Validation of 3 Computer-Aided Facial Phenotyping Tools (DeepGestalt, GestaltMatcher, and D-Score): Comparative Diagnostic Accuracy Study

Abstract

Background: While characteristic facial features provide important clues for finding the correct diagnosis in genetic syndromes, valid assessment can be challenging. The next-generation phenotyping algorithm DeepGestalt analyzes patient images and provides syndrome suggestions. GestaltMatcher matches patient images with similar facial features. The new D-Score provides a score for the degree of facial dysmorphism.

Objective: We aimed to test state-of-the-art facial phenotyping tools by benchmarking GestaltMatcher and D-Score and comparing them to DeepGestalt.

Methods: Using a retrospective sample of 4796 images of patients with 486 different genetic syndromes (London Medical Database, GestaltMatcher Database, and literature images) and 323 inconspicuous control images, we determined the clinical use of D-Score, GestaltMatcher, and DeepGestalt, evaluating sensitivity; specificity; accuracy; the number of supported diagnoses; and potential biases such as age, sex, and ethnicity.

Results: DeepGestalt suggested 340 distinct syndromes and GestaltMatcher suggested 1128 syndromes. The top-30 sensitivity was higher for DeepGestalt (88%, SD 18%) than for GestaltMatcher (76%, SD 26%). DeepGestalt generally assigned lower scores but provided higher scores for patient images than for inconspicuous control images, thus allowing the 2 cohorts to be separated with an area under the receiver operating characteristic curve (AUROC) of 0.73. GestaltMatcher could not separate the 2 classes (AUROC 0.55). Trained for this purpose, D-Score achieved the highest discriminatory power (AUROC 0.86). D-Score's levels increased with the age of the depicted individuals. Male individuals yielded higher D-scores than female individuals. Ethnicity did not appear to influence D-scores.

Conclusions: If used with caution, algorithms such as D-score could help clinicians with constrained resources or limited experience in syndromology to decide whether a patient needs further genetic evaluation. Algorithms such as DeepGestalt could support diagnosing rather common genetic syndromes with facial abnormalities, whereas algorithms such as GestaltMatcher could suggest rare diagnoses that are unknown to the clinician in patients with a characteristic, dysmorphic face.

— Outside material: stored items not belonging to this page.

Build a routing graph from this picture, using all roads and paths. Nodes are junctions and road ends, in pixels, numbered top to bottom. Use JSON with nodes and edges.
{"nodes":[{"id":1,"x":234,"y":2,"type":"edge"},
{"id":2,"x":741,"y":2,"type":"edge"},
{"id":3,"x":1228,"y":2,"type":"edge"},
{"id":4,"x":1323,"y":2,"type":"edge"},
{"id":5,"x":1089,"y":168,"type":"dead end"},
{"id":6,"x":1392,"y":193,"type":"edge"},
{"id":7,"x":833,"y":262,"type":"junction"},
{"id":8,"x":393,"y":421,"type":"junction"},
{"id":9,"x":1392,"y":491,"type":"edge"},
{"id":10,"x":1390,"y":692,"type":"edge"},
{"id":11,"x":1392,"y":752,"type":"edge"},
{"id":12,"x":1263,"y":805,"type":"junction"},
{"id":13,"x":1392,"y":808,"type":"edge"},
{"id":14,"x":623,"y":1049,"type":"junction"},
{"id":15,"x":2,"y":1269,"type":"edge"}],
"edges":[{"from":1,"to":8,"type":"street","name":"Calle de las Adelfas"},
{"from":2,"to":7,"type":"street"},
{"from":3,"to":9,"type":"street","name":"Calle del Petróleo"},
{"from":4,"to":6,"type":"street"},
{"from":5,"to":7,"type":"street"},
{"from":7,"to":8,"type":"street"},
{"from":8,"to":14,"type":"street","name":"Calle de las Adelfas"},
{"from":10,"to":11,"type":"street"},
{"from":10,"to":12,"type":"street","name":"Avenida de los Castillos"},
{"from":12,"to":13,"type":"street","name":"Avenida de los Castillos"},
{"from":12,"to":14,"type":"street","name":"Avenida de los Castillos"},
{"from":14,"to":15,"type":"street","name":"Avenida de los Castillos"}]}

Keywords: D-Score; DeepGestalt; Face2Gene; GestaltMatcher; diagnostic accuracy; facial phenotyping; facial recognition; genetic syndrome; genetics; machine learning; medical genetics.

Figure 1

Workflow of analyses. GMDB: GestaltMatcher Database; LMD: London Medical Database. *Binary classifier uses only 1 score.

Figure 2

Comparison of DeepGestalt and GestaltMatcher: (A) Venn diagram showing the number of syndromes supported by DeepGestalt (purple) and GestaltMatcher (grey). (B) Histogramme of top-30 scores yielded by DeepGestalt and GestaltMatcher in patient and control images. Sensitivities of (C) DeepGestalt and (D) GestaltMatcher for syndromes featuring at least 5 analyzed images among all patients included images with mean sensitivity averaged by syndrome. Linear regressions of false positive rates of (E) DeepGestalt’s and (F) GestaltMatcher’s top-30 results in matched control (y-axis) and patient (x-axis) images of the literature data set. (High resolution image available in Multimedia Appendix 2). FPR: false positive rate; h: healthy control; s: patient with syndrome.

Figure 3

Accuracy of DeepGestalt, GestaltMatcher and D-Score. (A) Distributions of the scores yielded by D-Score (D, turquoise), GestaltMatcher (GM, grey), and DeepGestalt (DG, purple), in the different test sets. (B) Receiver operating characteristic curves (ROC) of D-Score (D, turquoise), GestaltMatcher (GM, grey), and DeepGestalt (DG, purple). (High resolution version available in Multimedia Appendix 6). AUC: area under the curve; GMDB: GestaltMatcher Database; LMD: London Medical Database; ROC: receiver operating characteristic.